The term is used in this article to denote pipeless electronic keyboard instruments that have the following three features in common with pipe organs: the ability to sustain the tone indefinitely, the ability to play chords (unlike certain electronic keyboard instruments which are monophonic), and the ability to increase or decrease any sustained tone, a function comparable with that of the Swell box of the pipe organ. In addition, most electronic organs have a wide selection of timbres, similar to the stops and mixtures of the acoustic instrument. In a few instances selected registers (e.g. 16' and 32' bass ranks) on a pipe organ have been created electronically.
After Lee de Forest was granted an American patent on his vacuum tube in 1906, the way was paved for the possibility of generating and amplifying musical sounds.
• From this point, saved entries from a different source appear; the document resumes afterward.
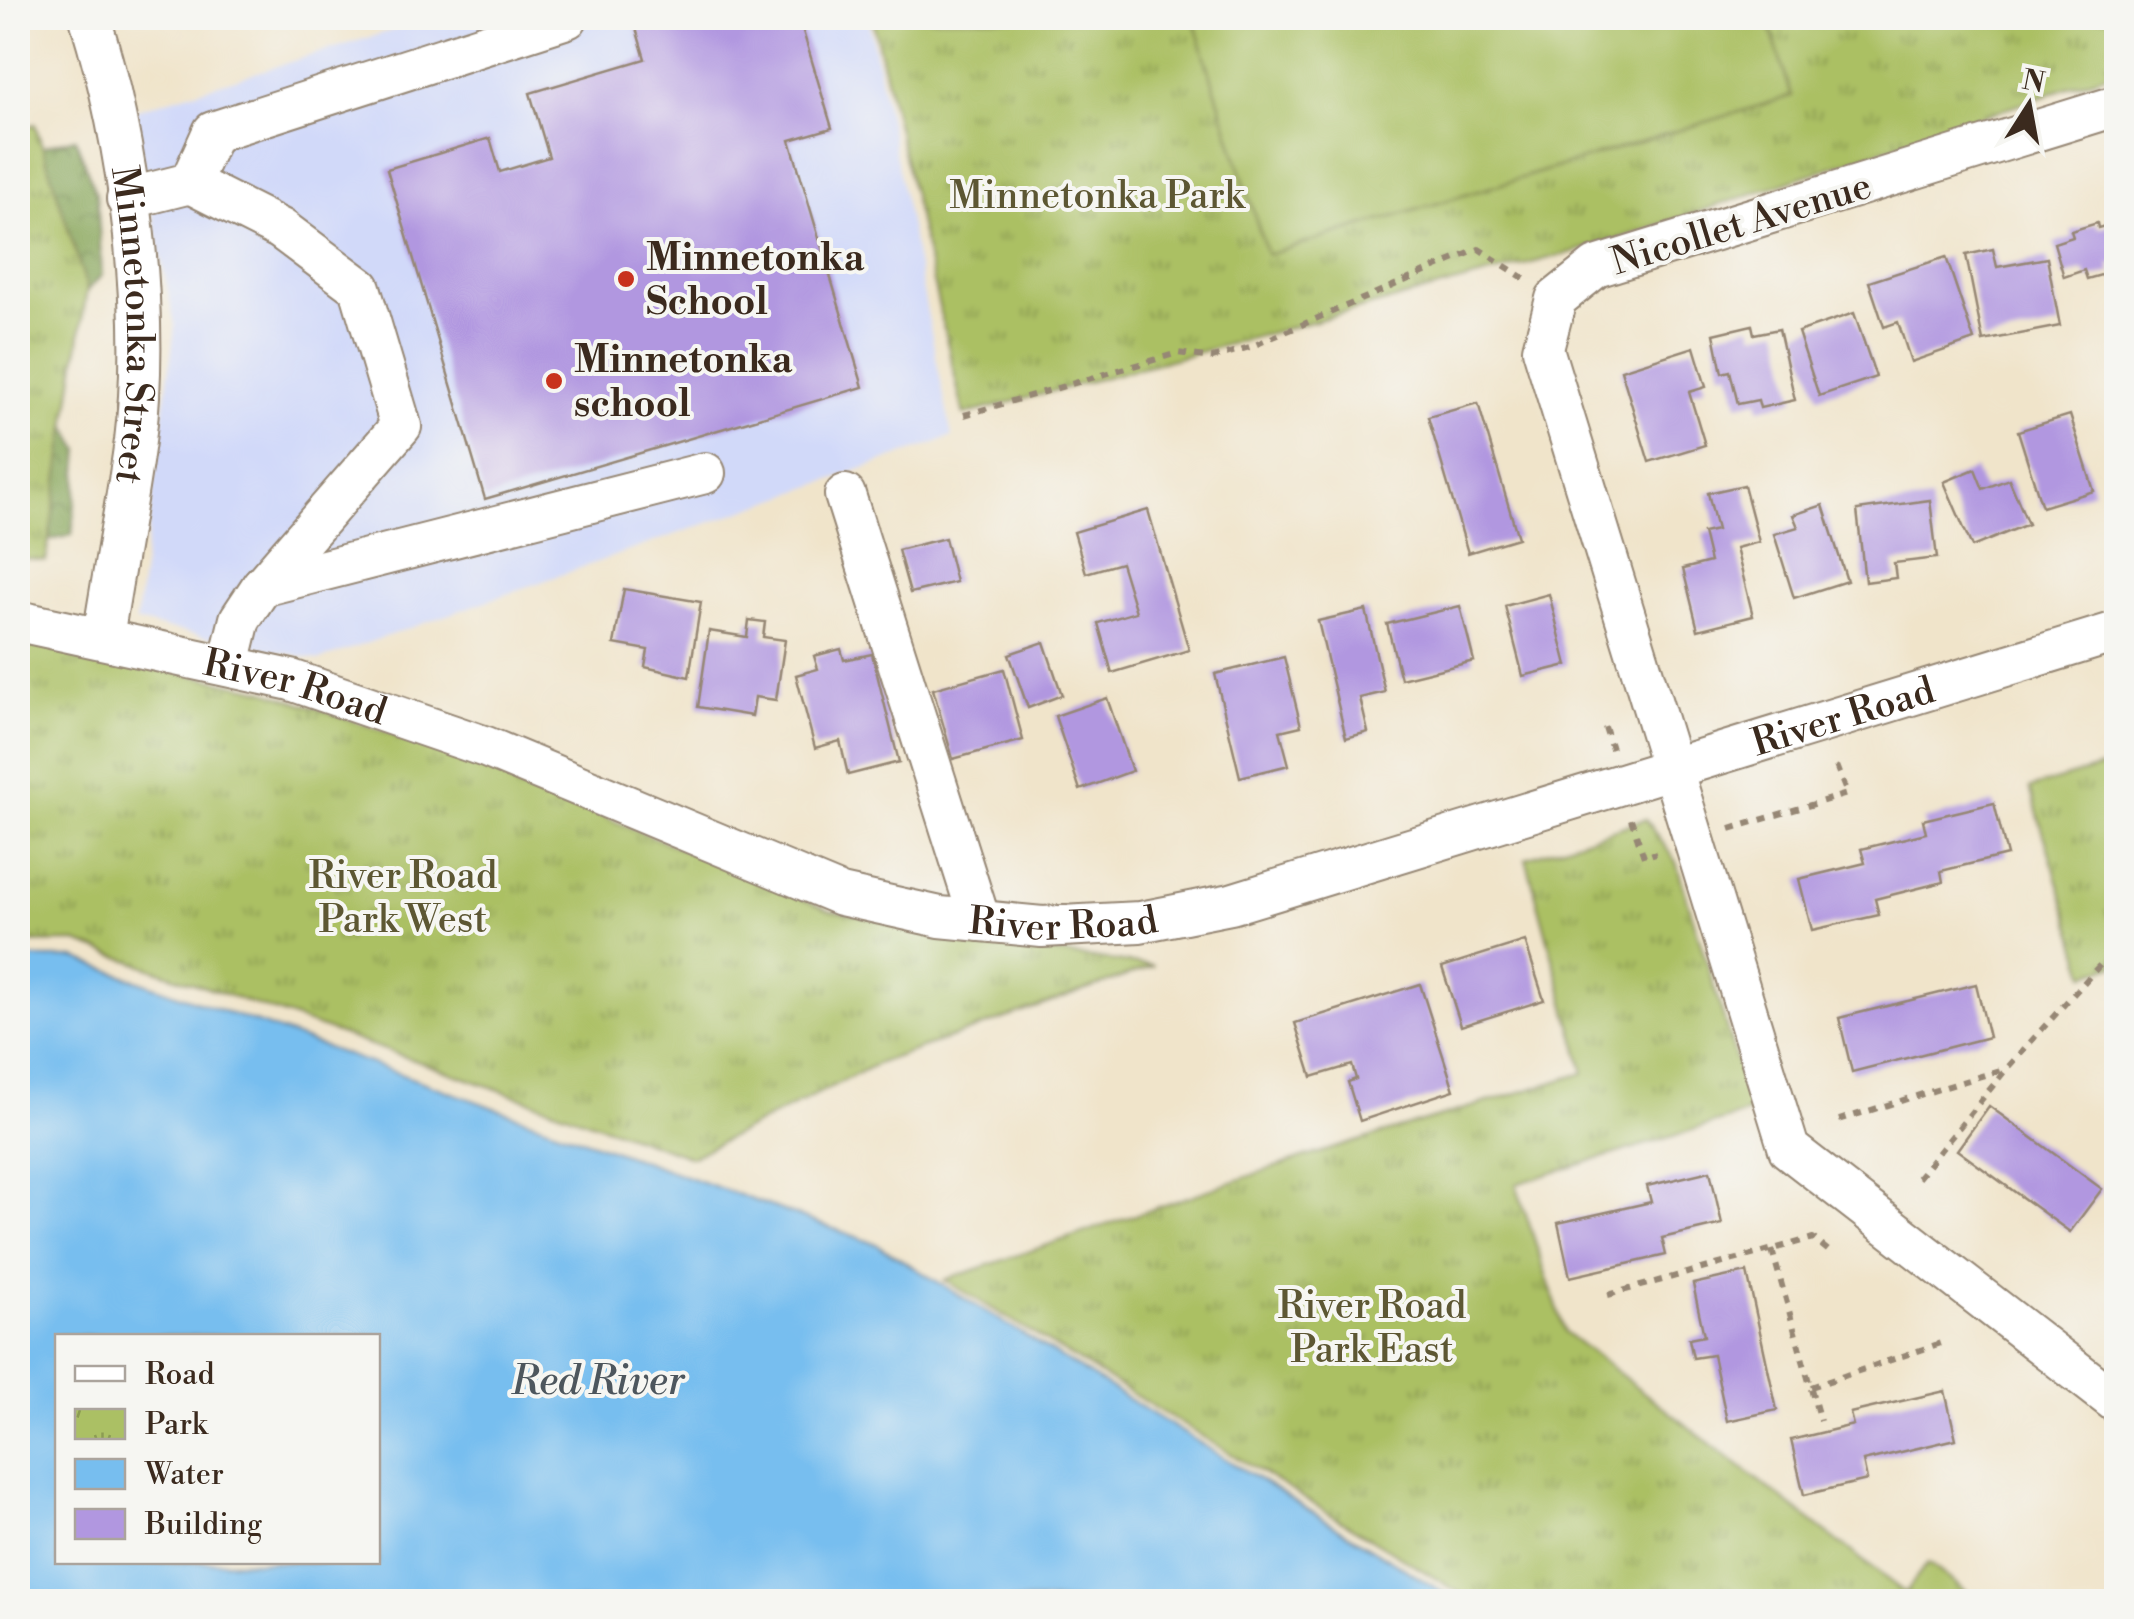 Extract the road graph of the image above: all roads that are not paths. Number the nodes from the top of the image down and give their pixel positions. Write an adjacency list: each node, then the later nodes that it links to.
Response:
1 (90, 18): 5 (street, Minnetonka Street)
2 (567, 18): 4 (street)
3 (2116, 106): 13 (street, Nicollet Avenue)
4 (190, 183): 5 (street); 8 (street)
5 (127, 199): 11 (street, Minnetonka Street)
6 (705, 473): 8 (street)
7 (845, 495): 14 (street)
8 (262, 586): 12 (street)
9 (18, 621): 11 (street, River Road)
10 (2116, 632): 13 (street, River Road)
11 (102, 638): 12 (street, River Road)
12 (228, 664): 14 (street, River Road)
13 (1671, 770): 14 (street, River Road); 15 (street)
14 (980, 921)
15 (2116, 1402)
However, it was not until after World War I that the first electronic organs were produced. The Coupleux-Givelet organ, named after its two French inventors, was first constructed in 1928; it used electronic oscillators to imitate and replace a pipe organ and had two or three manuals and a full pedal-board. Several of these instruments were built in the next few years and installed in churches; one was used at the Poste Parisien broadcasting station. In 1931 Richard H. Ranger demonstrated his Rangertone organ, developed from the principle of an interrupted light source in conjunction with photo-electric cells. Laurens Hammond in Chicago began to develop an organ for commercial production in 1933; the Hammond organ first appeared in 1935 and rapidly established itself – by the end of 1937 the company had sold over 3000 instruments. In 1934 the Orgatron, invented by Frederick Albert Hoschke, was marketed by the Everett Piano Co.; this used vibrating reeds as its sound source, and is thus classified as an Electric organ. It was taken over by the Wurlitzer Co. in 1946 and used as the basis of their electric organ until the mid-1960s.
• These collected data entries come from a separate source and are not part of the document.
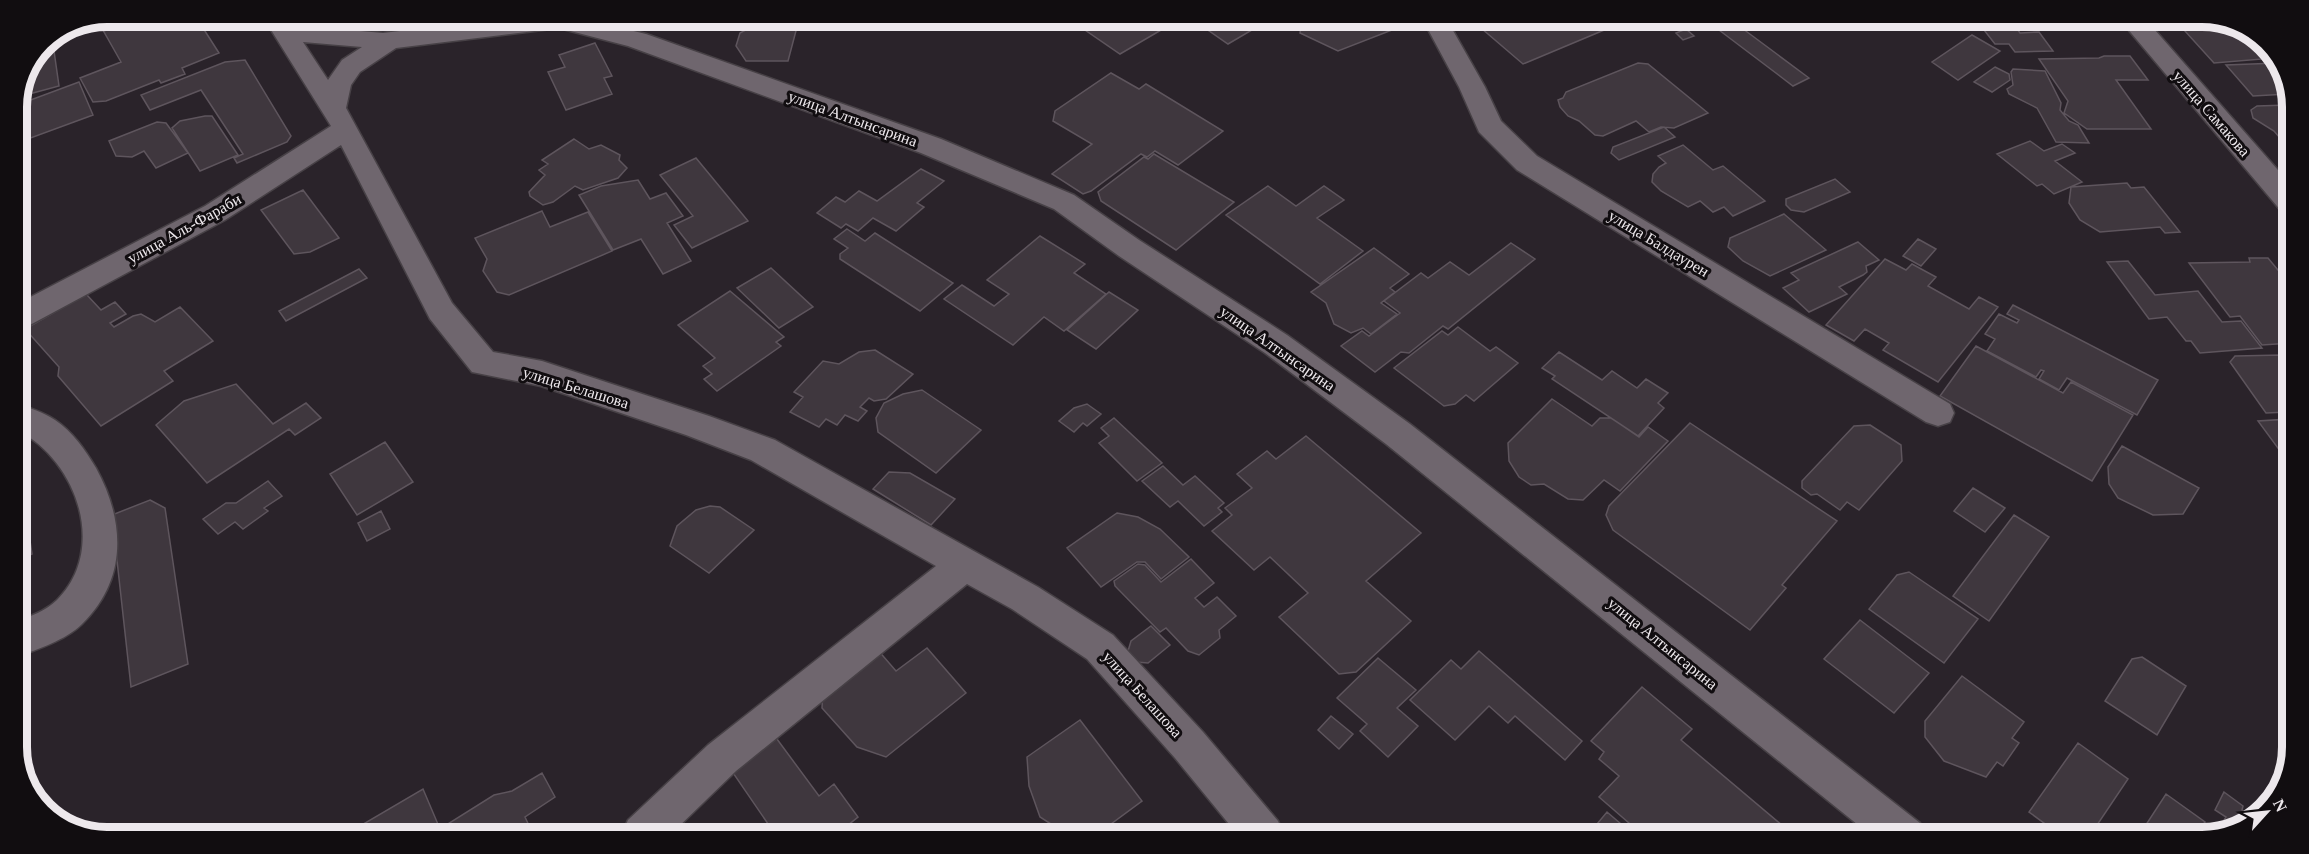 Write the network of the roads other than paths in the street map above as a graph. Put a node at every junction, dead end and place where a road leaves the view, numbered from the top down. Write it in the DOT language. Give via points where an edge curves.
graph roads {
  1 [pos="281,27"];
  2 [pos="293,27"];
  3 [pos="410,27"];
  4 [pos="502,27"];
  5 [pos="594,27"];
  6 [pos="1438,27"];
  7 [pos="2138,27"];
  8 [pos="386,41"];
  9 [pos="340,118"];
  10 [pos="2282,193"];
  11 [pos="27,313"];
  12 [pos="1938,413"];
  13 [pos="27,419"];
  14 [pos="965,564"];
  15 [pos="27,635"];
  16 [pos="649,827"];
  17 [pos="1257,827"];
  18 [pos="1893,827"];
  1 -- 9 [label="street, улица Белашова"];
  2 -- 8 [label="street"];
  3 -- 8 [label="street"];
  4 -- 8 [label="street"];
  5 -- 18 [label="street, улица Алтынсарина" via="931,146 1064,202 1276,344 1398,434"];
  6 -- 12 [label="street, улица Балдаурен" via="1489,126 1527,163"];
  7 -- 10 [label="street, улица Самакова"];
  8 -- 9 [label="street" via="351,66 338,85"];
  9 -- 11 [label="street, улица Аль-Фараби" via="215,213"];
  9 -- 14 [label="street, улица Белашова" via="441,310 483,363 542,374 763,450"];
  13 -- 15 [label="street" via="68,450 95,499 102,528 101,552 84,593 68,613"];
  14 -- 16 [label="street" via="722,758"];
  14 -- 17 [label="street, улица Белашова" via="1100,647"];
}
The most significant differences between the various instruments lie in their manners of tone production. The electromechanical Hammond organ uses the principle of electromagnetic tone production with tone-wheels. For each frequency generated a profiled metal wheel rotates in close proximity to a coil-wound permanent magnet. As the wheel rotates it creates a disturbance in the magnetic field, inducing an alternating current in the coil. The number of projections passing the magnet per second gives the frequency; the waveshape is very close to a sine wave. Altogether 91 (later 96) such tone-wheels are used; all those producing pitches of the same pitch class rotate on the same shaft and all 12 shafts are driven by one synchronous motor. This ingeniously ensures that the instrument can never go out of tune within itself. The other characteristic principle of the Hammond organ is that of the drawbars (see Hammond organ, illustration): these govern the timbre by selecting pitches close to those of the harmonic series to sound along with the fundamental. Since these are drawn from the tone-wheel system, they are not true harmonics, but rather lie within equal temperament. This method does, however, provide a very wide range of timbre synthesis, limited mainly by the fact that partials only up to the 8th (and omitting the 7th) are employed. Preselected timbre combinations, usually given the names of common organ stops, are available by pressing tabs.
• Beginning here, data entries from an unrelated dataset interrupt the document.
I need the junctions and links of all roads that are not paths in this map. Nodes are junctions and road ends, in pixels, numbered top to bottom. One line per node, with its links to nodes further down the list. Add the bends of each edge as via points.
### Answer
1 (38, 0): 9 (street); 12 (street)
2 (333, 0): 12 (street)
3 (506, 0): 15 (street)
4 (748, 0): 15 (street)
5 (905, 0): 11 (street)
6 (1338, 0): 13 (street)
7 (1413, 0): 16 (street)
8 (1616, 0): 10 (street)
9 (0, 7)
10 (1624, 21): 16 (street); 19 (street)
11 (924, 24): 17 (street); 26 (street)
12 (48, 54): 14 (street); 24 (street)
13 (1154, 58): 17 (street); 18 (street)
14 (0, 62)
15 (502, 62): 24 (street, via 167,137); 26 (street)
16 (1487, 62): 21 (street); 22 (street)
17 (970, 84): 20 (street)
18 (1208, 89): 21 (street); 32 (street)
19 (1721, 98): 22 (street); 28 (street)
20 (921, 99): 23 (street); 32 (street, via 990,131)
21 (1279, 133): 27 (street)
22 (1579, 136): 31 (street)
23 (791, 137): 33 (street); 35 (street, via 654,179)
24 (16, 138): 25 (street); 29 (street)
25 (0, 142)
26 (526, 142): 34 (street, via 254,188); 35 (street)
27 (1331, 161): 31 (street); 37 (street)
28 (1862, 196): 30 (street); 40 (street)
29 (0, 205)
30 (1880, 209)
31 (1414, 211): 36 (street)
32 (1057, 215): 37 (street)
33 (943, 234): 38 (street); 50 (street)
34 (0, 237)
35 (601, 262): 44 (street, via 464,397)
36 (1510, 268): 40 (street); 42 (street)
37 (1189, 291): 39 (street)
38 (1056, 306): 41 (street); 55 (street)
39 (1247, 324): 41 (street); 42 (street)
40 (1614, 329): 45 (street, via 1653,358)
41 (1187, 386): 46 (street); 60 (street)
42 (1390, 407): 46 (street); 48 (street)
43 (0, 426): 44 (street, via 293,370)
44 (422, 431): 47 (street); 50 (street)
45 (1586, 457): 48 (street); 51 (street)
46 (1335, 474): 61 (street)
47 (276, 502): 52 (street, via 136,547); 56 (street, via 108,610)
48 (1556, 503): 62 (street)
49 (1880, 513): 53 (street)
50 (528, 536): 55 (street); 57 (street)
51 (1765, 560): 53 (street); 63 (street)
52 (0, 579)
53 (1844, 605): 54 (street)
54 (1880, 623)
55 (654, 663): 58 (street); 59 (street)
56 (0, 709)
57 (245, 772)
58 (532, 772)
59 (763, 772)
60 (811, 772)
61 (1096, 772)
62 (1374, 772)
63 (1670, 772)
An English instrument which received the greatest praise for its faithfulness to acoustic models was the electromechanical Compton Electrone invented by Leslie Bourn. Its success in imitating acoustic organs was largely attributable to the fact that it could create a large number of harmonics by means of waveforms engraved on an electrostatic disc; there were 12 such discs, one for each of the notes of the octave, the pitch of each being determined by the speed at which an associated scanning disc revolved.
For all of these organs the quality of the sound is ultimately dependent on the quality of the loudspeakers. In more sophisticated instruments a large loudspeaker cabinet is usually separate from the console of the instrument, and can be placed in any convenient or acoustically advantageous position. Bearing in mind that many instruments are designed for the home, manufacturers now invariably incorporate some form of reverberation unit or electronic equivalent which can compensate for a very dry room acoustic. Often a special type of tremulant loudspeaker is incorporated or connected externally, particularly the Leslie, which contains a rotating curved reflector that causes interesting phase-change relationships and a distinctive quality of sound.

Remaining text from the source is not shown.